La saison des élections est arrivée. Mais pas pour tout le monde. Dans le monde Trump ? Les yeux bougent déjà. Loin de la couronne présidentielle. Vers les mi-mandats. Plus précisément, trois primaires figurent désormais en tête de la liste des priorités de la Maison Blanche. Texas. Californie. Maine.
Les stratèges affirment que la pression monte. Et le timing est compliqué.
Affrontement au Texas
Donald Trump a renoncé à son soutien mardi dernier. Dernière minute. Toujours à la dernière minute. Il a choisi le procureur général du Texas, Ken Paxton. Pas le titulaire John Cornyn. C’est une décision choquante, même à la Maison Blanche.
Le 26 mai est le jour des primaires. Trump a attendu une semaine pour déclarer son choix. Ses collaborateurs n’ont pas été informés à l’avance. Des sources confirment la surprise. Sur Truth Social, la justification était vague. «J’ai traversé beaucoup de choses.» C’est ça l’argument de vente ?
Paxton a des bagages. Un bagage sérieux.
– Accusations de mise en accusation en 2023.
– Un accord de plaidoyer en 2024 pour environ 300 000 $. Aucune culpabilité reconnue, mais pas de procès non plus. J’ai évité une accusation de fraude en valeurs mobilières.
– Accusé d’adultère par sa femme en 2025. Elle a invoqué des motifs bibliques.
Il y a plus. Un grand jury fédéral l’a surveillé pendant des années. Abus présumé de ses fonctions. Le DOJ a clôturé l’enquête sous Biden. Aucune accusation déposée.
Si Paxton gagne – ce que Washington pense qu’il gagnera après cette approbation – les retombées commenceront tôt. Cela fait mal au GOP plus tard en novembre. Pourquoi? Les électeurs pourraient rejeter Paxton au général.
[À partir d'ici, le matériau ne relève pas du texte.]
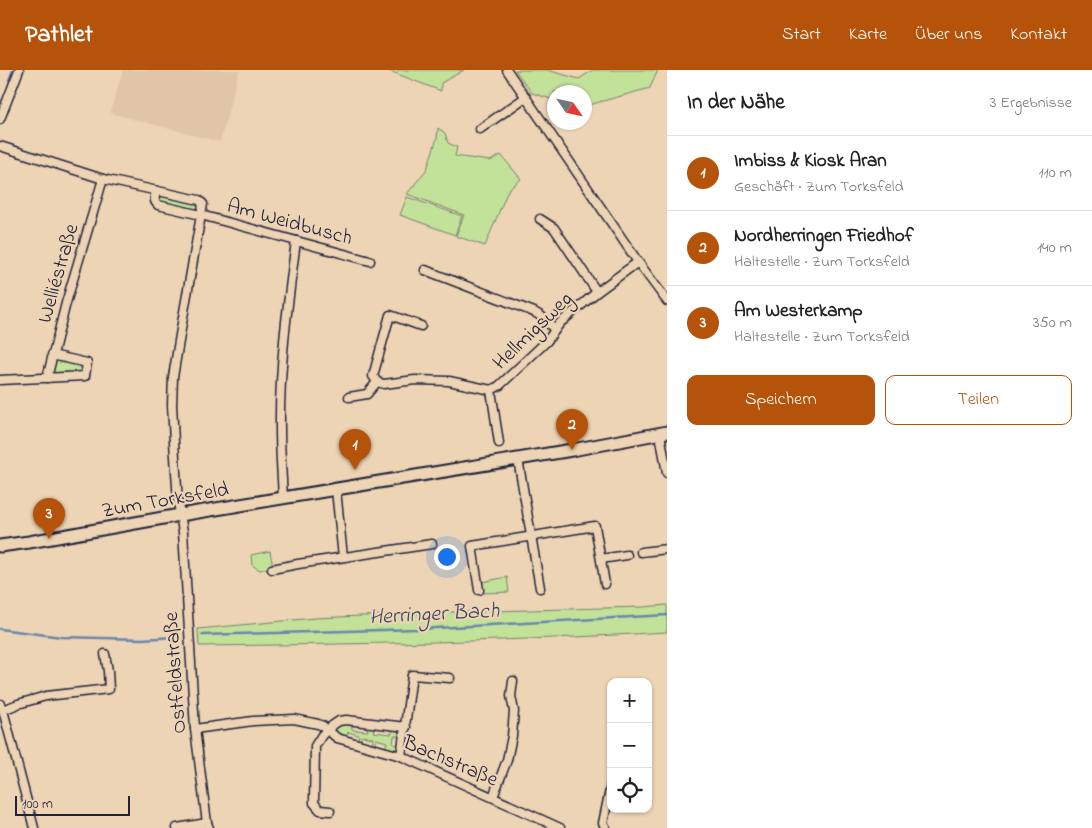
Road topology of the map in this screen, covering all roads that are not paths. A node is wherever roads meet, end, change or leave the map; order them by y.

Il est présenté comme le candidat MAGA. Certains électeurs le considèrent comme répréhensible. Cornyn était plus facile à tolérer. Aujourd’hui, les démocrates sentent le sang. Si Paxton est la cible, ils sont pleins d’énergie.
James Talarico, le démocrate, n’a qu’à imiter la stratégie de Beto O’Rourke de 2018. De gros chiffres de collecte de fonds auprès de petits donateurs. Si cela se produit, les Républicains saigneront de l’argent. Ils dépenseront plus pour défendre Paxton. Cet argent n’ira pas aux sièges vulnérables ailleurs. Il disparaît au Texas.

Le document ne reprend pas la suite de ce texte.